There is some debate (like federal court style) as to whether IMG passed the baton to CAA, or whether CAA stole it, but the bottom line is that IMG has lost numerous clients and agents to CAA since 2006, including mega-agents Tom Condon, Casey Close and Pat Brisson. Since then, CAA has continued to acquire high-end sports agents, from practices of all shapes and sizes; these include Ben Dogra (Adrian Peterson), Leon Rose (LeBron James), Henry Thomas (Dwayne Wade), and Jimmy Sexton (who handles Tebow's team contracts). While IMG did seek legal action against at least one departing agent, it has done nothing to replenish its team sports business.

What WME may have ultimately recognized in IMG's break from team sports is that the money to be made from athlete contracts is less than what can be made from marketing endorsements (and even less still than what can be made from programming and televising athletic events). Perhaps related, CAA made some very aggressive moves last year to expand its golf business, an area where competition and marketing are virtually one and the same.

Contract agents bring in money, and there are annuities to be had in player deals. Nonetheless, the "sports division" model comes with its own baggage. For example, sports agents are beholden to the rules of the various leagues, and they're a lot tougher than the Hollywood guilds. The NFL and NBA are now both very stringent regarding rookie contracts, using tiered scales for both salary and bonus over the first four years of the contract, based on draft position - and in the NFL's case, on a total team allotment allowed for rookie compensation.
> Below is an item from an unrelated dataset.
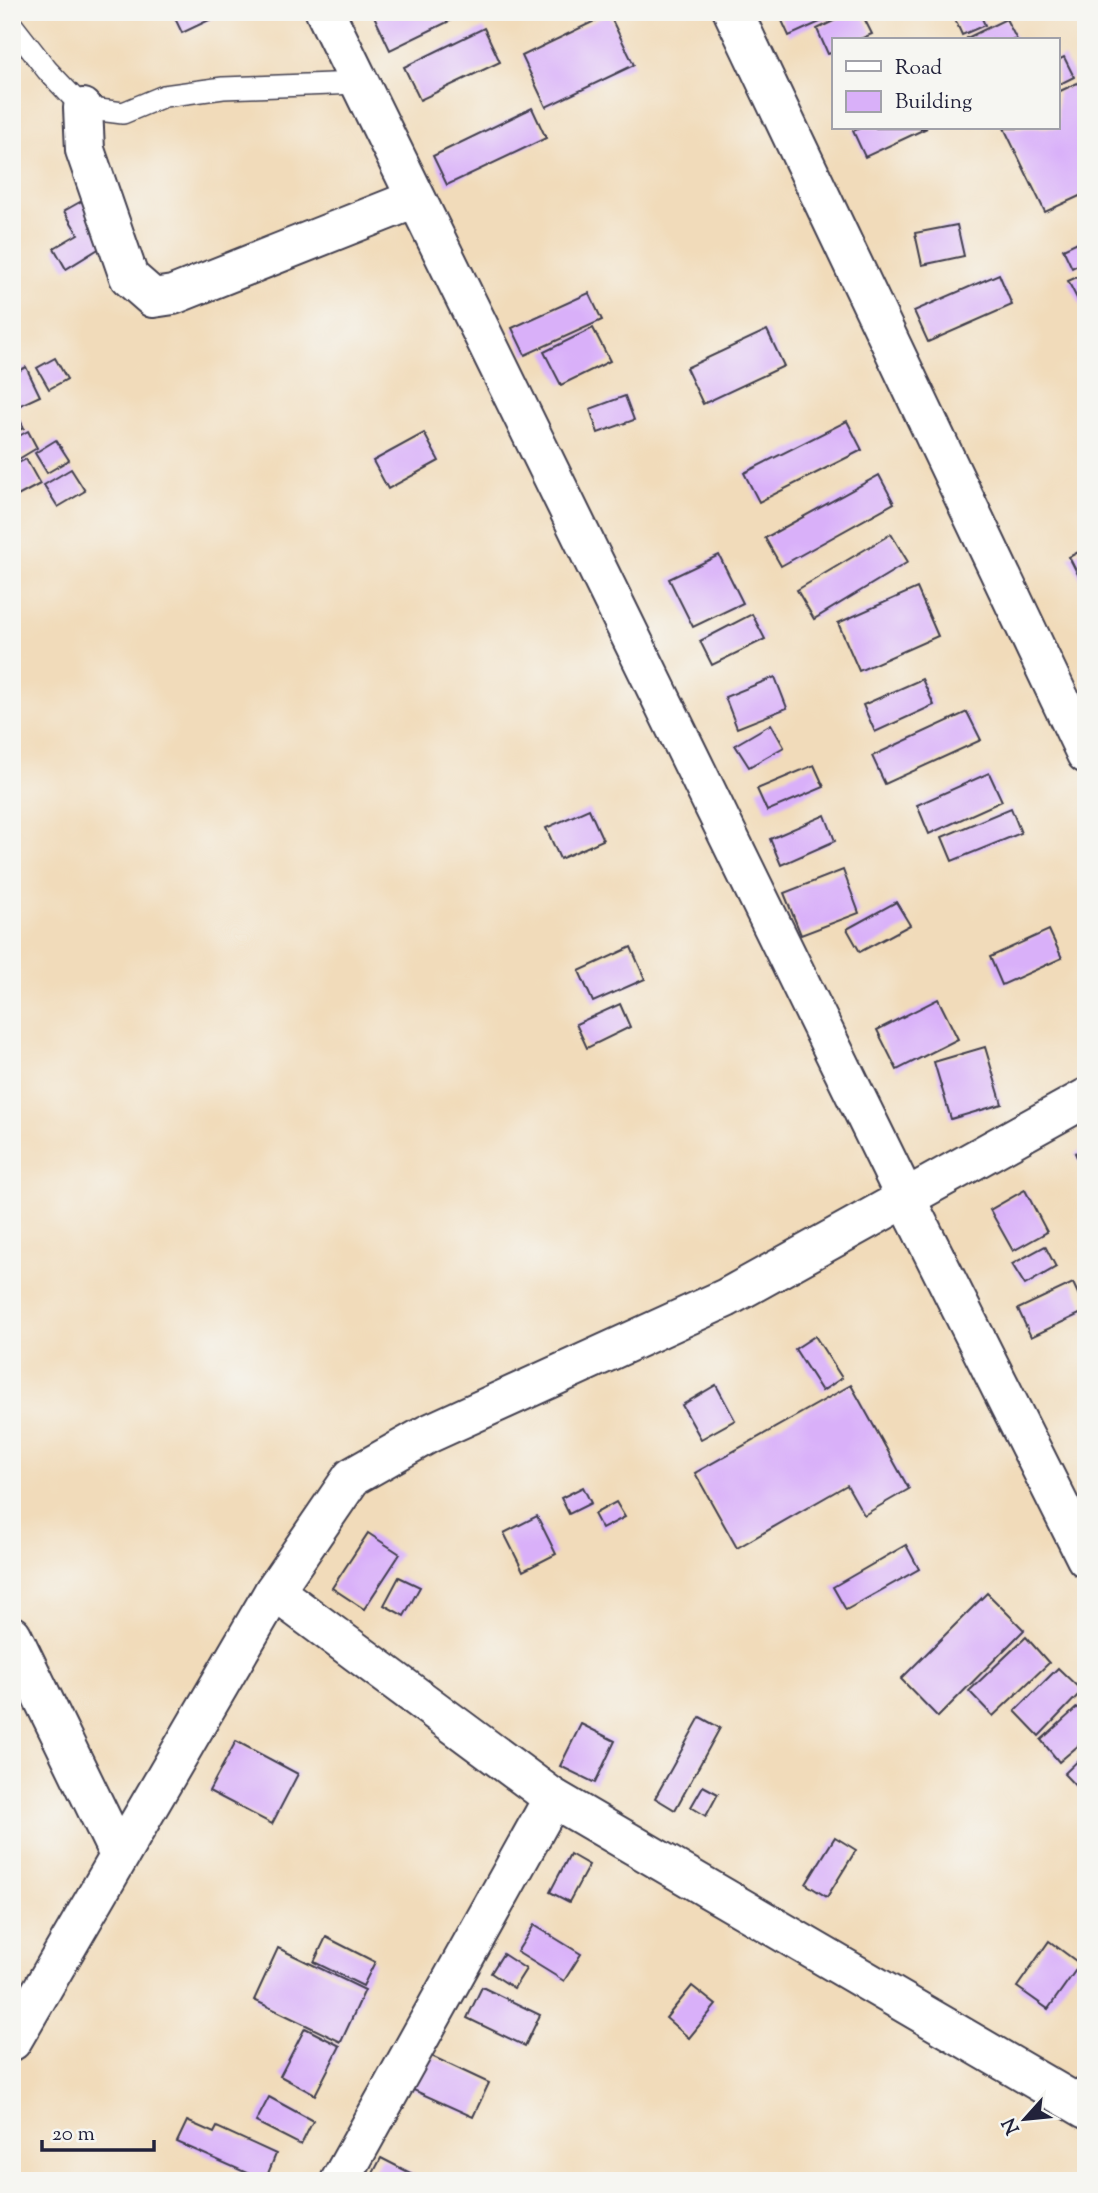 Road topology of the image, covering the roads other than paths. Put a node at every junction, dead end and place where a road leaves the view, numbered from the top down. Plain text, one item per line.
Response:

As opposed to the 10% a talent agent takes from an actor's fee, an NBA agent typically receives 4% on a player contract, and an NFL agent only 3% (a fact that has led many a sports agent to consider the marketing game). Additionally, many of the best sports agents operate from smaller offices throughout North America, and may not always see things from the Hollywood perspective.

All that said, the prestige that comes with representing a list of athletes like what CAA has amassed can be worth its weight in gold. It's hard to say that one route is better than the other, or whether or not the next phase of, say, Ray Lewis's career won't ultimately prove to be the more lucrative. We would not be surprised at all to learn that Ari Emanuel has already packaged The Fish That Saved Baltimore.